TASK PROMPT: Each line below has to be output exactly, from first to last.

DATASET RECORDS:
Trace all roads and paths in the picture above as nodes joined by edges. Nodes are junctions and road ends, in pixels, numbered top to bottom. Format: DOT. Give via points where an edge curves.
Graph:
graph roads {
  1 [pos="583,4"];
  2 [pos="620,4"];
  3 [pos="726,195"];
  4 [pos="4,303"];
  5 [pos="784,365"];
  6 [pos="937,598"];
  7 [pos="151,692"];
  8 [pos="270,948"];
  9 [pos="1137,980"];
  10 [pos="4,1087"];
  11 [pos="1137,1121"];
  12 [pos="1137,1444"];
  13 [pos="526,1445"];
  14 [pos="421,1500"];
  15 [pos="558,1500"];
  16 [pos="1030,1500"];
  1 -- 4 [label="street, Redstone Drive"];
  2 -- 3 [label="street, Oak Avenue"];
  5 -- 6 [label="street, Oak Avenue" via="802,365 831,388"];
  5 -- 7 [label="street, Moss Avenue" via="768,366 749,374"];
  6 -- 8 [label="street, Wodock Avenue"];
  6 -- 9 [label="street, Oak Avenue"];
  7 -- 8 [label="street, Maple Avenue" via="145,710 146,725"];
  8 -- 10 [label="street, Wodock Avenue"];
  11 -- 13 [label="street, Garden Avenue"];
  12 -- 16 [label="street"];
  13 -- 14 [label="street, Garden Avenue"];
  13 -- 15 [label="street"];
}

SOLUTION TO THIS EXERCISE:
Trace all roads and paths in the picture above as nodes joined by edges. Nodes are junctions and road ends, in pixels, numbered top to bottom. Format: DOT. Give via points where an edge curves.
Graph:
graph roads {
  1 [pos="583,4"];
  2 [pos="620,4"];
  3 [pos="726,195"];
  4 [pos="4,303"];
  5 [pos="784,365"];
  6 [pos="937,598"];
  7 [pos="151,692"];
  8 [pos="270,948"];
  9 [pos="1137,980"];
  10 [pos="4,1087"];
  11 [pos="1137,1121"];
  12 [pos="1137,1444"];
  13 [pos="526,1445"];
  14 [pos="421,1500"];
  15 [pos="558,1500"];
  16 [pos="1030,1500"];
  1 -- 4 [label="street, Redstone Drive"];
  2 -- 3 [label="street, Oak Avenue"];
  5 -- 6 [label="street, Oak Avenue" via="802,365 831,388"];
  5 -- 7 [label="street, Moss Avenue" via="768,366 749,374"];
  6 -- 8 [label="street, Wodock Avenue"];
  6 -- 9 [label="street, Oak Avenue"];
  7 -- 8 [label="street, Maple Avenue" via="145,710 146,725"];
  8 -- 10 [label="street, Wodock Avenue"];
  11 -- 13 [label="street, Garden Avenue"];
  12 -- 16 [label="street"];
  13 -- 14 [label="street, Garden Avenue"];
  13 -- 15 [label="street"];
}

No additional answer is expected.